Pinneberg
Quickborn

Stadt will an der A 7 neue Betriebe ansiedeln

WEP-Chef Harald G. Schroers (r.) und Quickborns Bürgermeister Thomas Köppl wollen Unternehmen in die Region locken

WEP-Chef Harald G. Schroers (r.) und Quickborns Bürgermeister Thomas Köppl wollen Unternehmen in die Region locken

Foto: Burkhard Fuchs

Stadt Quickborn erwirbt zusammen mit der Wirtschaftsförderungsgesellschaft des Kreises 20 Hektar Land an der Autobahn.

Quickborn.  Die neue Ära der Wirtschaftsförderungsgesellschaft WEP des Kreises Pinneberg beginnt in Quickborn. Erstmals seit zehn Jahren hat die WEP wieder eine große Fläche Land erworben, die bis 2018 zu einem neuen Gewerbegebiet erschlossen und entwickelt werden soll. Zudem sind die 20 Hektar das erste Projekt im neuen Kooperationsmodell, bei dem die WEP sich die Kosten und den Erlös mit der jeweiligen Gemeinde teilt.

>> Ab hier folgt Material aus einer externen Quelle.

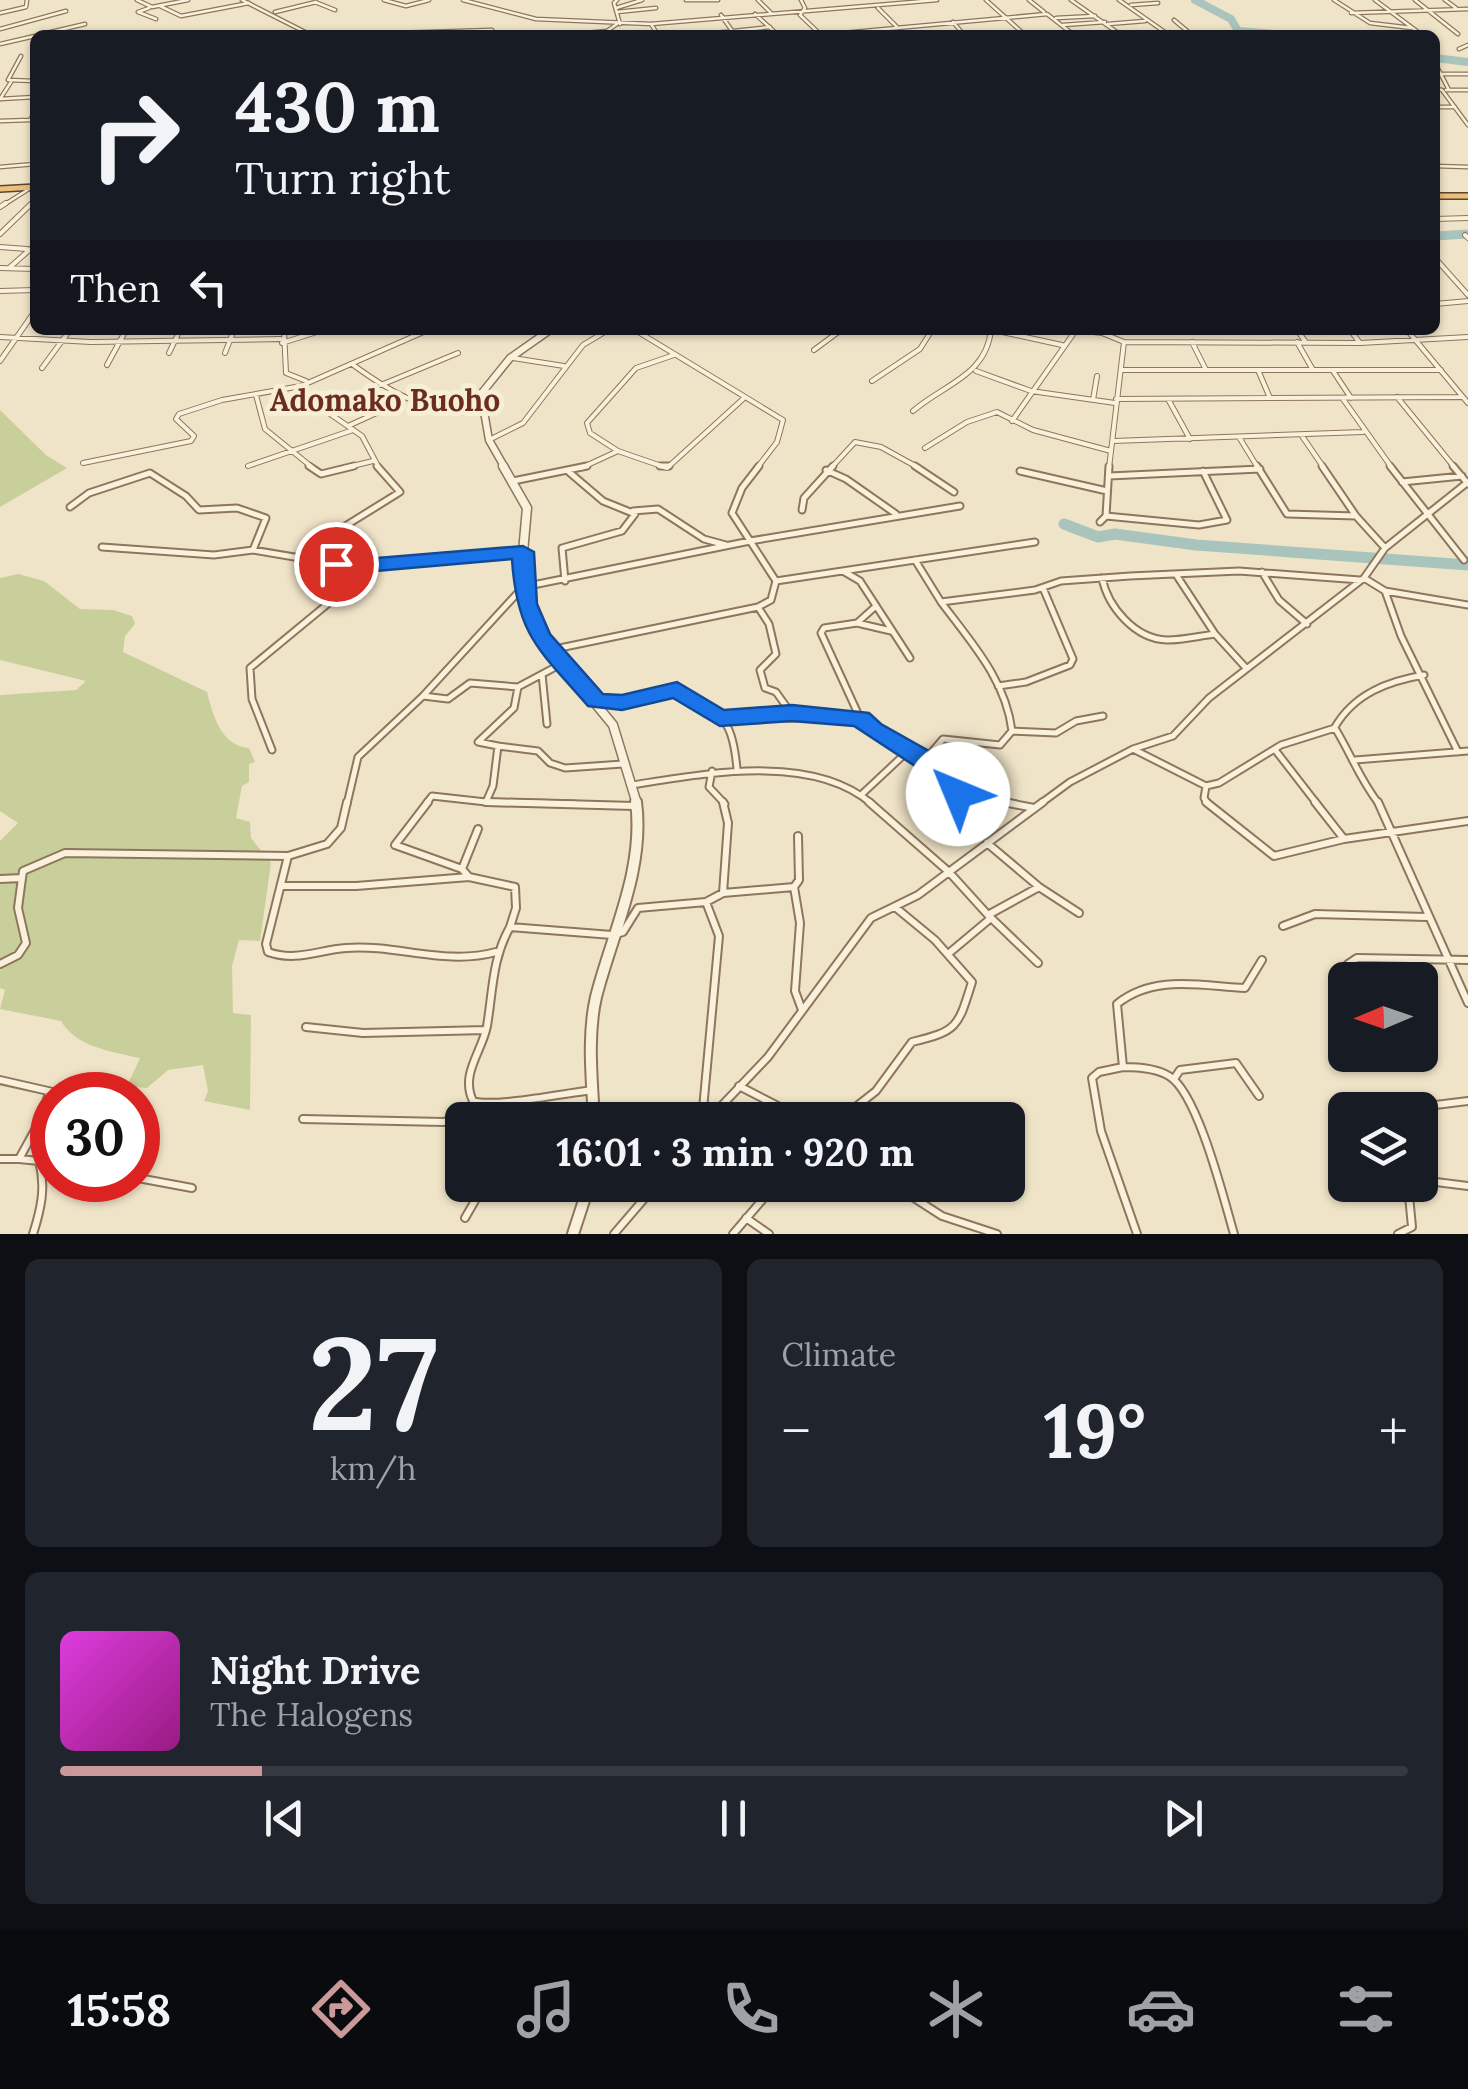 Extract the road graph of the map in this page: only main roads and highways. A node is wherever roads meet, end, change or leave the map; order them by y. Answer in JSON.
{"nodes":[{"id":1,"x":30,"y":187,"type":"edge"},
{"id":2,"x":0,"y":189,"type":"edge"},
{"id":3,"x":1440,"y":194,"type":"edge"},
{"id":4,"x":1468,"y":195,"type":"edge"}],
"edges":[{"from":1,"to":2,"type":"highway"},
{"from":3,"to":4,"type":"highway"}]}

Beide zusammen würden nun rund 20 Millionen Euro in den vierten Bauabschnitt westlich des Gewerbegebiets Halenberg und Hohenbecksmoor in Quickborn-Heide nahe der A-7-Auffahrt investieren, sagten WEP-Chef Harald G. Schroers und Bürgermeister Thomas Köppl.

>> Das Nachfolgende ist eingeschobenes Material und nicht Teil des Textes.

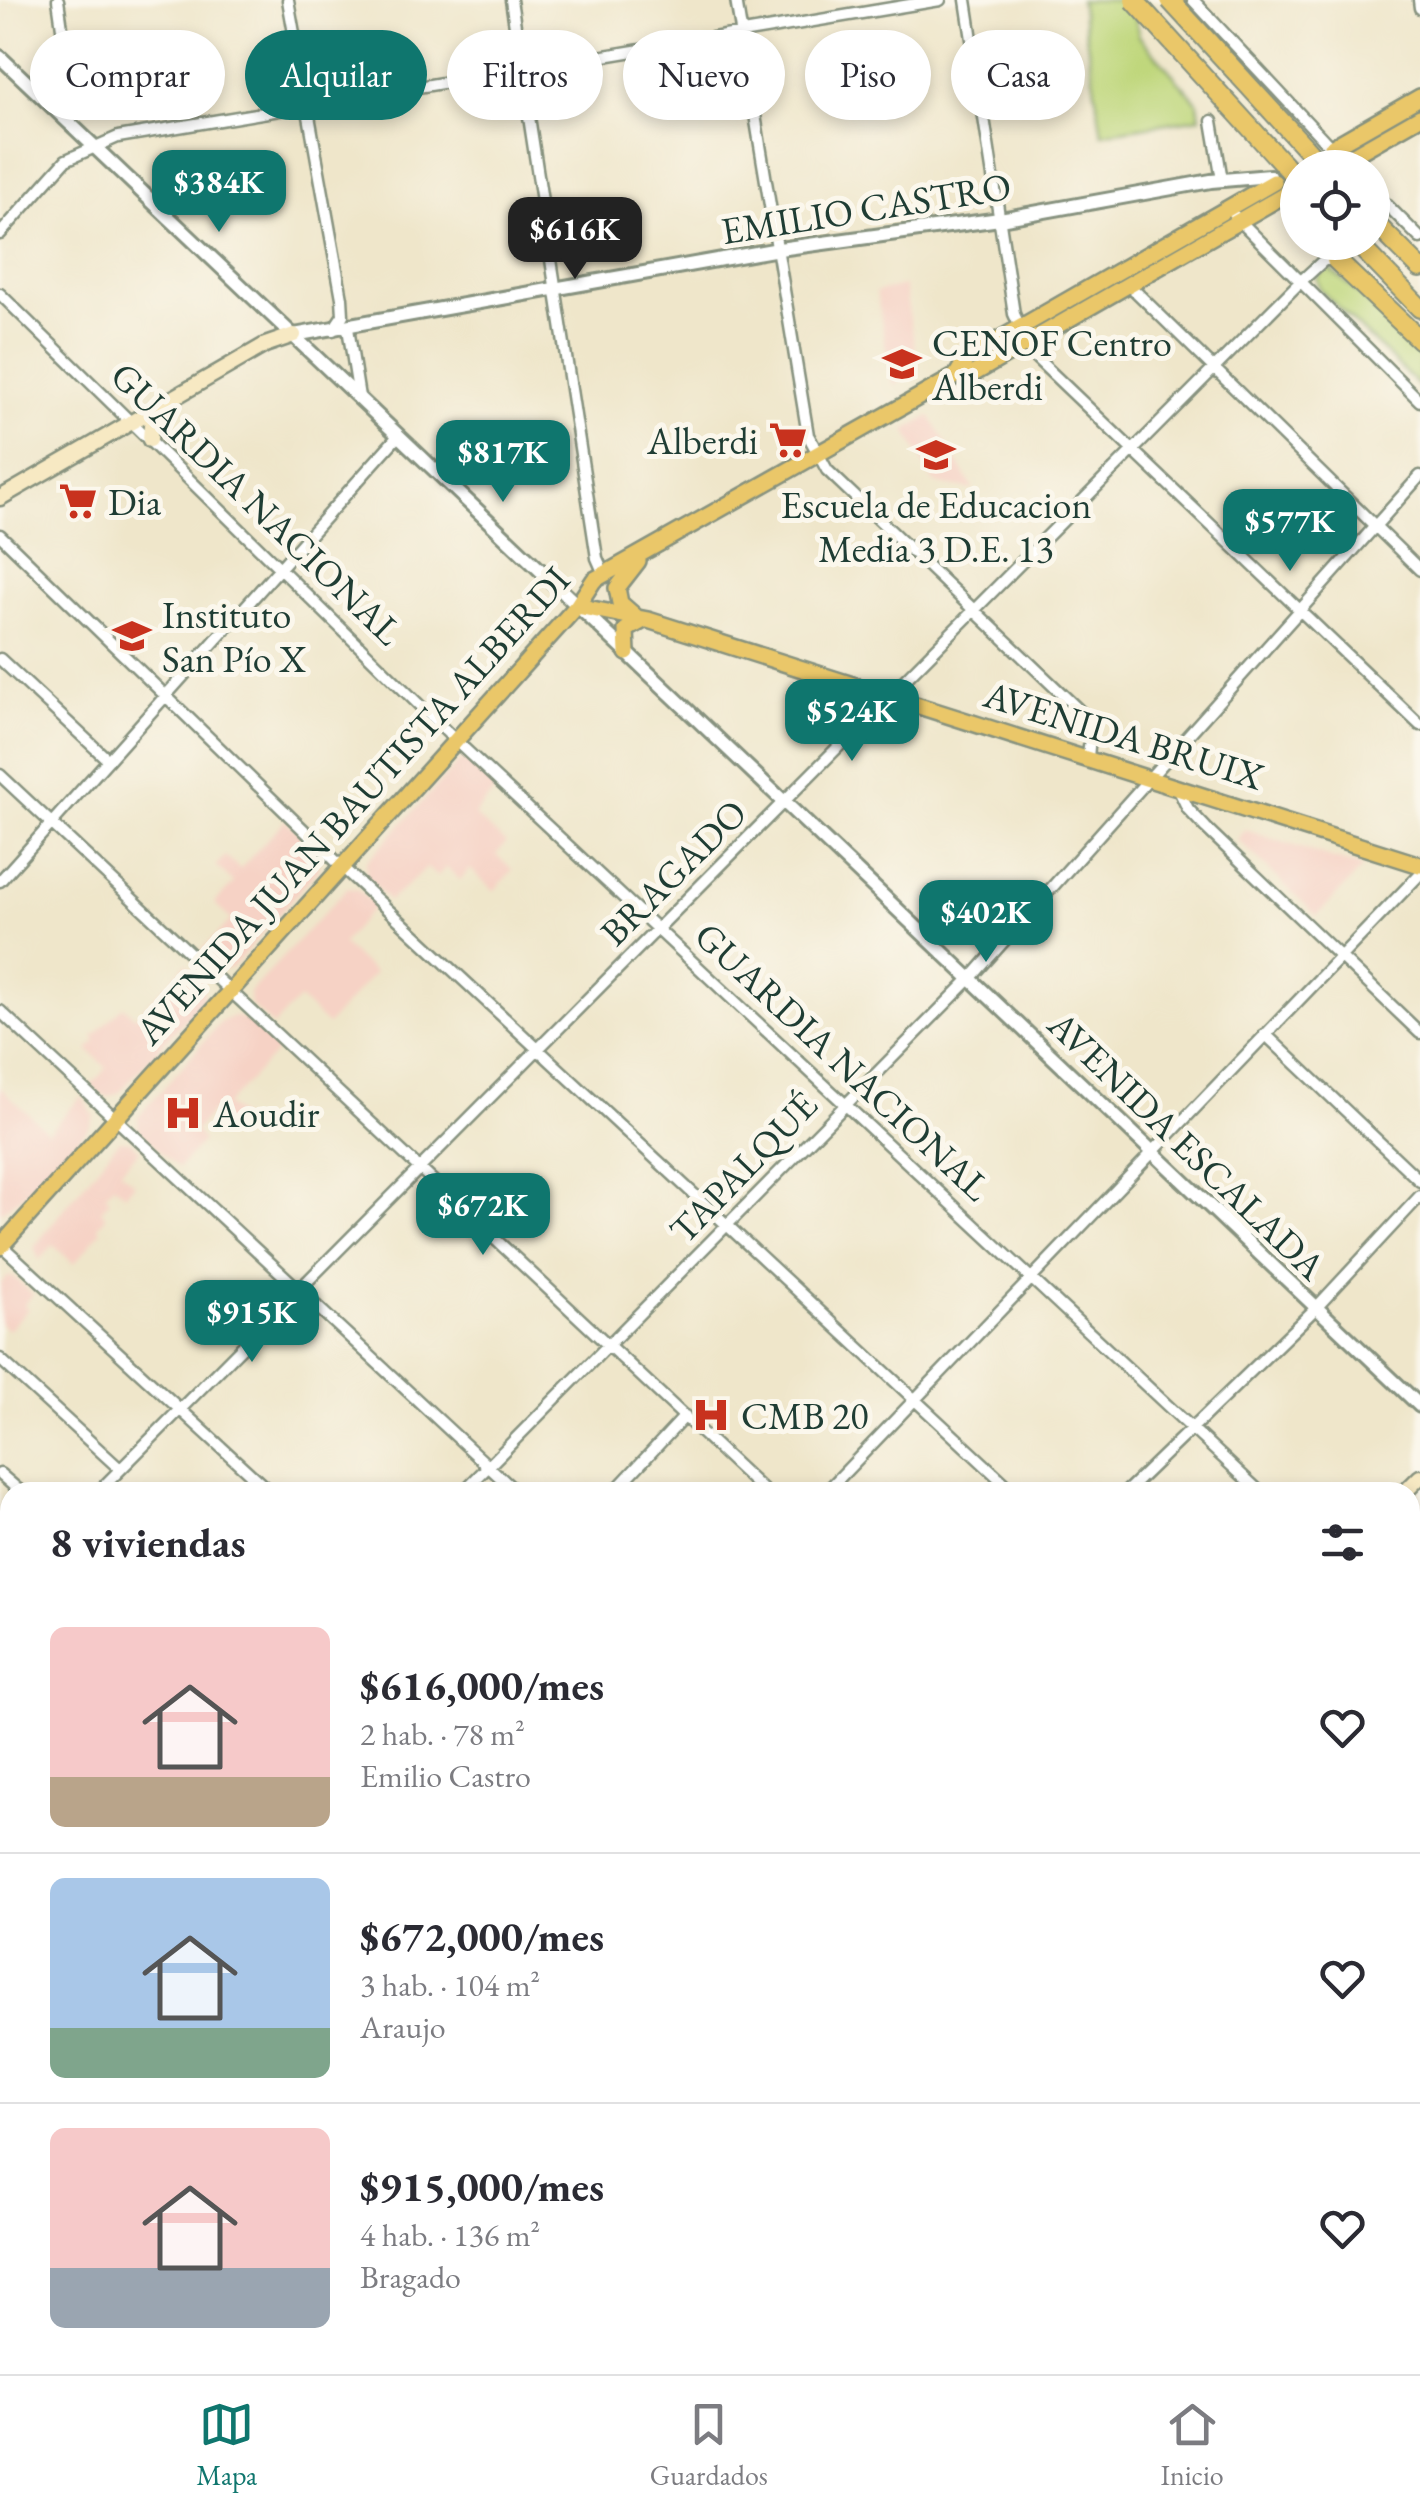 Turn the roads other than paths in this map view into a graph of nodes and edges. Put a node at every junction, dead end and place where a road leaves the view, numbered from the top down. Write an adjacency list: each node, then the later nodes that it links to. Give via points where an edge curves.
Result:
1 (58, 0): 12 (street)
2 (288, 0): 13 (street)
3 (511, 0): 14 (street)
4 (736, 0): 15 (street)
5 (940, 0): 15 (street)
6 (966, 0): 37 (street)
7 (1134, 0): 32 (highway, bridge)
8 (1170, 0): 27 (highway, bridge)
9 (1193, 0): 28 (street)
10 (1419, 0): 11 (street)
11 (1420, 8)
12 (62, 30)
13 (293, 30)
14 (515, 30)
15 (741, 30)
16 (0, 57): 17 (street, AVENIDA ESCALADA)
17 (30, 86)
18 (1420, 97): 29 (main road)
19 (245, 116): 26 (street)
20 (1420, 117): 30 (main road)
21 (65, 120): 26 (street, AVENIDA ESCALADA)
22 (310, 120): 53 (street, via 342,298 343,315)
23 (529, 120): 48 (street)
24 (756, 120): 41 (street)
25 (1212, 121): 31 (street)
26 (92, 146): 38 (street, via 66,160); 55 (street, AVENIDA ESCALADA)
27 (1327, 150)
28 (1328, 150)
29 (1350, 150)
30 (1356, 150)
31 (1222, 180): 33 (street, EMILIO CASTRO); 37 (street, EMILIO CASTRO)
32 (1280, 181)
33 (1280, 183)
34 (1280, 184): 36 (main road, AVENIDA JUAN BAUTISTA ALBERDI)
35 (1390, 208): 40 (street)
36 (1234, 214): 46 (street); 47 (main road, AVENIDA JUAN BAUTISTA ALBERDI); 51 (main road, AVENIDA JUAN BAUTISTA ALBERDI)
37 (1000, 219): 41 (street, EMILIO CASTRO); 51 (street)
38 (0, 234)
39 (1390, 238): 45 (highway)
40 (1420, 238)
41 (778, 249): 48 (street, EMILIO CASTRO); 66 (street, via 808,435)
42 (1324, 260): 46 (street, BRAGADO)
43 (1336, 260): 54 (highway)
44 (1373, 260): 50 (highway)
45 (1420, 268)
46 (1298, 283): 57 (street, BRAGADO); 61 (street)
47 (1130, 286): 56 (main road, AVENIDA JUAN BAUTISTA ALBERDI); 57 (street)
48 (556, 290): 52 (street, EMILIO CASTRO); 74 (street)
49 (0, 294): 62 (street, GUARDIA NACIONAL)
50 (1420, 308)
51 (1020, 327): 56 (street); 58 (main road, AVENIDA JUAN BAUTISTA ALBERDI, via 967,358)
52 (348, 328): 53 (street, EMILIO CASTRO); 60 (street)
53 (333, 330): 55 (street, EMILIO CASTRO)
54 (1414, 333)
55 (294, 335): 59 (main road); 60 (street, AVENIDA ESCALADA)
56 (1027, 343): 58 (main road, AVENIDA JUAN BAUTISTA ALBERDI, via 973,374); 65 (street)
57 (1214, 370): 65 (street, BRAGADO); 69 (street)
58 (956, 376): 66 (main road, AVENIDA JUAN BAUTISTA ALBERDI)
59 (176, 395): 62 (main road); 64 (main road, via 154,418)
60 (360, 397): 63 (street, AVENIDA ESCALADA)
61 (1420, 401)
62 (130, 421): 64 (street, GUARDIA NACIONAL); 68 (main road)
63 (398, 436): 72 (street); 75 (street, AVENIDA ESCALADA)
64 (150, 440): 72 (street, GUARDIA NACIONAL)
65 (1132, 452): 76 (street); 77 (street, BRAGADO)
66 (818, 455): 71 (main road, AVENIDA JUAN BAUTISTA ALBERDI); 77 (street)
67 (1420, 476): 69 (street, TAPALQUÉ)
68 (0, 498)
69 (1375, 528): 73 (street); 76 (street, TAPALQUÉ)
70 (0, 535): 81 (street)
71 (645, 554): 74 (main road, AVENIDA JUAN BAUTISTA ALBERDI); 78 (main road, via 617,588 620,603)
72 (280, 567): 81 (street); 84 (street, GUARDIA NACIONAL)
73 (1420, 570)
74 (604, 574): 75 (main road, AVENIDA JUAN BAUTISTA ALBERDI)
75 (577, 606): 78 (main road, AVENIDA BRUIX); 79 (street, AVENIDA ESCALADA); 84 (main road, AVENIDA JUAN BAUTISTA ALBERDI)
76 (1300, 611): 83 (street); 88 (street, TAPALQUÉ)
77 (975, 612): 82 (street, BRAGADO); 85 (street, via 1085,716 1091,727)
78 (642, 618): 79 (main road, via 626,630); 82 (main road, AVENIDA BRUIX)
79 (627, 653): 90 (street, AVENIDA ESCALADA)
80 (0, 659): 86 (street)
81 (166, 696): 86 (street); 93 (street)
82 (891, 696): 85 (main road, AVENIDA BRUIX); 90 (street, BRAGADO)
83 (1420, 724)
84 (455, 740): 93 (main road, AVENIDA JUAN BAUTISTA ALBERDI); 96 (street, GUARDIA NACIONAL)
85 (1088, 758): 88 (main road, AVENIDA BRUIX)
86 (107, 760): 91 (street)
87 (0, 776): 91 (street)
88 (1150, 777): 89 (main road, AVENIDA BRUIX); 98 (street, TAPALQUÉ)
89 (1176, 785): 92 (main road, AVENIDA BRUIX); 97 (street, via 1197,819)
90 (784, 803): 96 (street, BRAGADO); 98 (street, AVENIDA ESCALADA)
91 (50, 825): 95 (street); 99 (street)
92 (1420, 865)
93 (342, 867): 99 (main road, AVENIDA JUAN BAUTISTA ALBERDI); 103 (street)
94 (1420, 874): 97 (street)
95 (0, 880)
96 (658, 928): 103 (street, BRAGADO); 104 (street, GUARDIA NACIONAL)
97 (1338, 956): 101 (street); 102 (street)
98 (970, 979): 104 (street, TAPALQUÉ); 106 (street, AVENIDA ESCALADA)
99 (228, 994): 105 (main road, AVENIDA JUAN BAUTISTA ALBERDI); 107 (street)
100 (0, 1012): 105 (street)
101 (1265, 1034): 106 (street); 108 (street)
102 (1420, 1034)
103 (539, 1051): 107 (street, BRAGADO); 110 (street)
104 (846, 1105): 110 (street, TAPALQUÉ); 112 (street, GUARDIA NACIONAL)
105 (116, 1120): 111 (main road, AVENIDA JUAN BAUTISTA ALBERDI); 113 (street)
106 (1153, 1154): 112 (street); 114 (street, AVENIDA ESCALADA)
107 (418, 1172): 113 (street, BRAGADO); 115 (street)
108 (1420, 1180)
109 (1420, 1196): 114 (street)
110 (727, 1226): 115 (street, TAPALQUÉ); 117 (street)
111 (0, 1245): 119 (street)
112 (1032, 1277): 117 (street); 121 (street, GUARDIA NACIONAL)
113 (299, 1292): 119 (street, BRAGADO); 122 (street)
114 (1316, 1308): 118 (street, AVENIDA ESCALADA); 121 (street)
115 (608, 1346): 120 (street); 122 (street, TAPALQUÉ)
116 (0, 1359): 123 (street)
117 (914, 1400): 132 (street); 133 (street)
118 (1420, 1406)
119 (177, 1408): 123 (street, BRAGADO); 124 (street)
120 (684, 1416): 130 (street); 131 (street)
121 (1191, 1428): 134 (street); 135 (street, GUARDIA NACIONAL)
122 (488, 1467): 128 (street, TAPALQUÉ); 129 (street)
123 (120, 1469): 125 (street, BRAGADO)
124 (253, 1477): 126 (street); 127 (street)
125 (108, 1482)
126 (248, 1482)
127 (259, 1482)
128 (472, 1482)
129 (505, 1482)
130 (623, 1482)
131 (754, 1482)
132 (836, 1482)
133 (1003, 1482)
134 (1136, 1482)
135 (1249, 1482)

Die Gewerbefläche sei dringend notwendig, um weitere finanzstarke und wachstumskräftige Unternehmen nach Quickborn zu locken, sagt Köppl. „Das ist eine 1A-Gewerbelage direkt an der A 7.“ Die Grundstückspreise würden „deutlich über 100 Euro“ liegen, wenn das Gebiet erschlossen und zu etwa zehn Hektar Netto-Bauland baureif entwickelt sei, sagt Schroers. Darum werde es wohl nur für Betriebe in Frage kommen, die spezialisiert sind und eine hohe Wertschöpfung erzielen wie etwa der Maschinenbau und seine Zulieferbetriebe. Als reine Lagerfläche wären die Flächen wohl zu teuer.

„Die WEP ist für uns ein verlässlicher und stabiler Partner“, lobt Bürgermeister Köppl die Zusammenarbeit mit der Kreisgesellschaft, die sich schon seit Jahrzehnten bewährt habe und mit der Vorgänger-Gesellschaft W & A des Kreises Pinneberg ihren Anfang nahm. „Für die Stadt Quickborn war die bisherige Kooperation mit der WEP in mehrfacher Hinsicht sehr lukrativ“, sagt Schroers. „Denn ohne eigene Kostenbeteiligung und ohne jedwedes wirtschaftliches Risiko erhielt die Stadt ein neues Stadtquartier mit Gewerbebetrieben, zusätzlichen Arbeitsplätzen und millionenschweren Einnahmen aus Einkommens- und Gewerbesteuer.“

Der Verkauf der Flächen, der 2018 beginnen soll, werde weit schneller über die Bühne gehen als zuvor in den Zehn-Jahres-Rhythmen ist Bürgermeister Köppl überzeugt. Denn der Bedarf vieler Unternehmen nach Erweiterung oder Neuansiedlung übersteige inzwischen bei weitem das Angebot. So verfügte die WEP vor dem Anlauf in Quickborn nur noch über etwa zehn Hektar Gewerbeflächen in Elmshorn, Tornesch, Heede und Klein Offenseth-Sparrieshoop, sagt Schroers. Insofern sei es höchste Zeit für den Wirtschaftsstandort Kreis Pinneberg, wieder neue Flächen für Betriebe zu erschließen. Der Kreis sei Schlusslicht in der Metropolregion Hamburg, was das Angebot an Gewerbeflächen angeht. Das neue Geschäftsmodell der WEP, bei dem die Kommunen wie jetzt auch in Quickborn mit 50,1 Prozent der Anteile bei der Gewerbeansiedlung das Sagen haben, sich daran aber auch erstmals finanziell beteiligen müssen, soll helfen, die Misere zu beenden.